* [EXERCISE REQUIREMENTS] Below are records; copy every line in them that holds the word "AVENUE".

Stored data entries

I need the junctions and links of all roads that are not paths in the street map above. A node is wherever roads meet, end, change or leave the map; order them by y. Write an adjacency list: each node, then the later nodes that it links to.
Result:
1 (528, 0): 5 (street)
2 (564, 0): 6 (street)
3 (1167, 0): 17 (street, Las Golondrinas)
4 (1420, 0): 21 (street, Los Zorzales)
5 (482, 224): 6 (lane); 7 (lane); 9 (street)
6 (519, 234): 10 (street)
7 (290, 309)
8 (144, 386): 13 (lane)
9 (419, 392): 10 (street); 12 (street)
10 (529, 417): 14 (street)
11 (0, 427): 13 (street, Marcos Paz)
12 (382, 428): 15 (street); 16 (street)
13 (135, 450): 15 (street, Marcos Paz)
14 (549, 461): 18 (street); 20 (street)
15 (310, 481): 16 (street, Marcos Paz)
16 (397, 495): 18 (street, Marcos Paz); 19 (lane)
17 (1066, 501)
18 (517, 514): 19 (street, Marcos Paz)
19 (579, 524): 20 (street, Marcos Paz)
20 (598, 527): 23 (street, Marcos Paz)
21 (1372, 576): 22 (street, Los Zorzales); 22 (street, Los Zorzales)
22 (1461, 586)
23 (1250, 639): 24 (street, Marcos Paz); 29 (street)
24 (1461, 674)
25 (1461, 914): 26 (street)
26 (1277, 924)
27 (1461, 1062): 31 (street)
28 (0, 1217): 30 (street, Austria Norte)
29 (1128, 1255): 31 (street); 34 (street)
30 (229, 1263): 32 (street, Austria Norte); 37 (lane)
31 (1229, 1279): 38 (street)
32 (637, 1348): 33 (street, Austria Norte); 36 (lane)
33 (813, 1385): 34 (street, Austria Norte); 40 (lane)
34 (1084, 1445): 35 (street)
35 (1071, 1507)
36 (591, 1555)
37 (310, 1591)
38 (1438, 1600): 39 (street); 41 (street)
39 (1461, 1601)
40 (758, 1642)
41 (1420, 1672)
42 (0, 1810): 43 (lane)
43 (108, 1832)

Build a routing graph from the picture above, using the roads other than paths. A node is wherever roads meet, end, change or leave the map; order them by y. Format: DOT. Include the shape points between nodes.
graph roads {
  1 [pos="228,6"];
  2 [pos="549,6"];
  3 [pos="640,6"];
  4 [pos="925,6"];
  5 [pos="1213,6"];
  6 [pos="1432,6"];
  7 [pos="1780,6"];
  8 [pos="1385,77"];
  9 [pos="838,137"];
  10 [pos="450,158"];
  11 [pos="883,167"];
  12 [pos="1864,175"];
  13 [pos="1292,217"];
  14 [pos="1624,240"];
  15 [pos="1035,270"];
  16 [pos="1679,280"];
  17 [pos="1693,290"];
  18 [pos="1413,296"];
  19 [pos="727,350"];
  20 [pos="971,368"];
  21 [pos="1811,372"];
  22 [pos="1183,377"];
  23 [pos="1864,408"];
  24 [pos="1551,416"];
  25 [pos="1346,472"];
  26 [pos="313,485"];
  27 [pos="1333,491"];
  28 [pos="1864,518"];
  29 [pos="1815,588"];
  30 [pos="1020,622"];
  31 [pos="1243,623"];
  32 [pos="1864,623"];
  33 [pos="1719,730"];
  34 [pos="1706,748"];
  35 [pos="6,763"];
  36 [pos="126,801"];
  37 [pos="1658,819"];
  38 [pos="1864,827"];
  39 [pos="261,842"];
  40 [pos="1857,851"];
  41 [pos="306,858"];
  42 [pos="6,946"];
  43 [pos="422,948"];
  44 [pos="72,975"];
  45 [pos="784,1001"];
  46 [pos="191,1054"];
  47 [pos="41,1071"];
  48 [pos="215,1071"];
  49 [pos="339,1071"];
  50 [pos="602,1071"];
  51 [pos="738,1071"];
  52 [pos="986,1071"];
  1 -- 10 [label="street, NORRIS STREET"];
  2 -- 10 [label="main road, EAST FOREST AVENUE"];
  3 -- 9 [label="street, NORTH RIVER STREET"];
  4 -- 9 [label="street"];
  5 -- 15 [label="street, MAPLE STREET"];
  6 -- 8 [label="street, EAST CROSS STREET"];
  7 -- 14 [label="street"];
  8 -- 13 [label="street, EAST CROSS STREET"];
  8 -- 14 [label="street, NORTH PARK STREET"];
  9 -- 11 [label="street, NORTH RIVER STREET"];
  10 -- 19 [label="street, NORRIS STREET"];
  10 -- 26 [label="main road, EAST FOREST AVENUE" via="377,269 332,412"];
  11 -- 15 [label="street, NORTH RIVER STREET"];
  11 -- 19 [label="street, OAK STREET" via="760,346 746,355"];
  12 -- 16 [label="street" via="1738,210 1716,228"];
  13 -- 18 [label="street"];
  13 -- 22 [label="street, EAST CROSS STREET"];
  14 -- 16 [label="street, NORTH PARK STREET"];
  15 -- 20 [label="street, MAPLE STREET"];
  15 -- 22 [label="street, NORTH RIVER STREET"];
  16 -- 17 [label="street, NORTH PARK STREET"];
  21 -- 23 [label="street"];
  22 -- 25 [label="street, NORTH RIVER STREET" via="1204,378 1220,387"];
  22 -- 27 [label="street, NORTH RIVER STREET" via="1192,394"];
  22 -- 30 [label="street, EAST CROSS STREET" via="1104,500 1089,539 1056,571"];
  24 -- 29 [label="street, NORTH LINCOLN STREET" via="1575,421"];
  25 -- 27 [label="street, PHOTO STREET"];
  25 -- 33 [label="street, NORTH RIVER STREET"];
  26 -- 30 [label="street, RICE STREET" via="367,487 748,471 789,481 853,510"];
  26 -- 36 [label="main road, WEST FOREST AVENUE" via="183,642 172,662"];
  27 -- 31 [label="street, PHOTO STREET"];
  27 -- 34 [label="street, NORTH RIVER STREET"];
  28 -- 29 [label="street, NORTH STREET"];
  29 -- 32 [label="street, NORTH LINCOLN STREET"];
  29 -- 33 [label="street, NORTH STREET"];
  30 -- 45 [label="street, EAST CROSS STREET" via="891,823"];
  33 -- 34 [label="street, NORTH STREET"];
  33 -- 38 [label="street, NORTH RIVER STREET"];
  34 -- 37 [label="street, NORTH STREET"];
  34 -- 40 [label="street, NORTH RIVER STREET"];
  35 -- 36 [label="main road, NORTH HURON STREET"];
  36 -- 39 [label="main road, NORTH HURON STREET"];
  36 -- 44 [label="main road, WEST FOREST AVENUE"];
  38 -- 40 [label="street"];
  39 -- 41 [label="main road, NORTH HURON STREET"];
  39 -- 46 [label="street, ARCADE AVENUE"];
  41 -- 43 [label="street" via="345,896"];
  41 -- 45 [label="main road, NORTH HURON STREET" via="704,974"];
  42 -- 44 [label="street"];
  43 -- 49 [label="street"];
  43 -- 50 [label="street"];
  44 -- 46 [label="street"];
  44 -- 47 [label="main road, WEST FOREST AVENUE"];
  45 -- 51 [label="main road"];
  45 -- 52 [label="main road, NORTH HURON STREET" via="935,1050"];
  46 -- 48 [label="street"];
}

* [ANSWER FOR THE TASK]
  2 -- 10 [label="main road, EAST FOREST AVENUE"];
  10 -- 26 [label="main road, EAST FOREST AVENUE" via="377,269 332,412"];
  26 -- 36 [label="main road, WEST FOREST AVENUE" via="183,642 172,662"];
  36 -- 44 [label="main road, WEST FOREST AVENUE"];
  39 -- 46 [label="street, ARCADE AVENUE"];
  44 -- 47 [label="main road, WEST FOREST AVENUE"];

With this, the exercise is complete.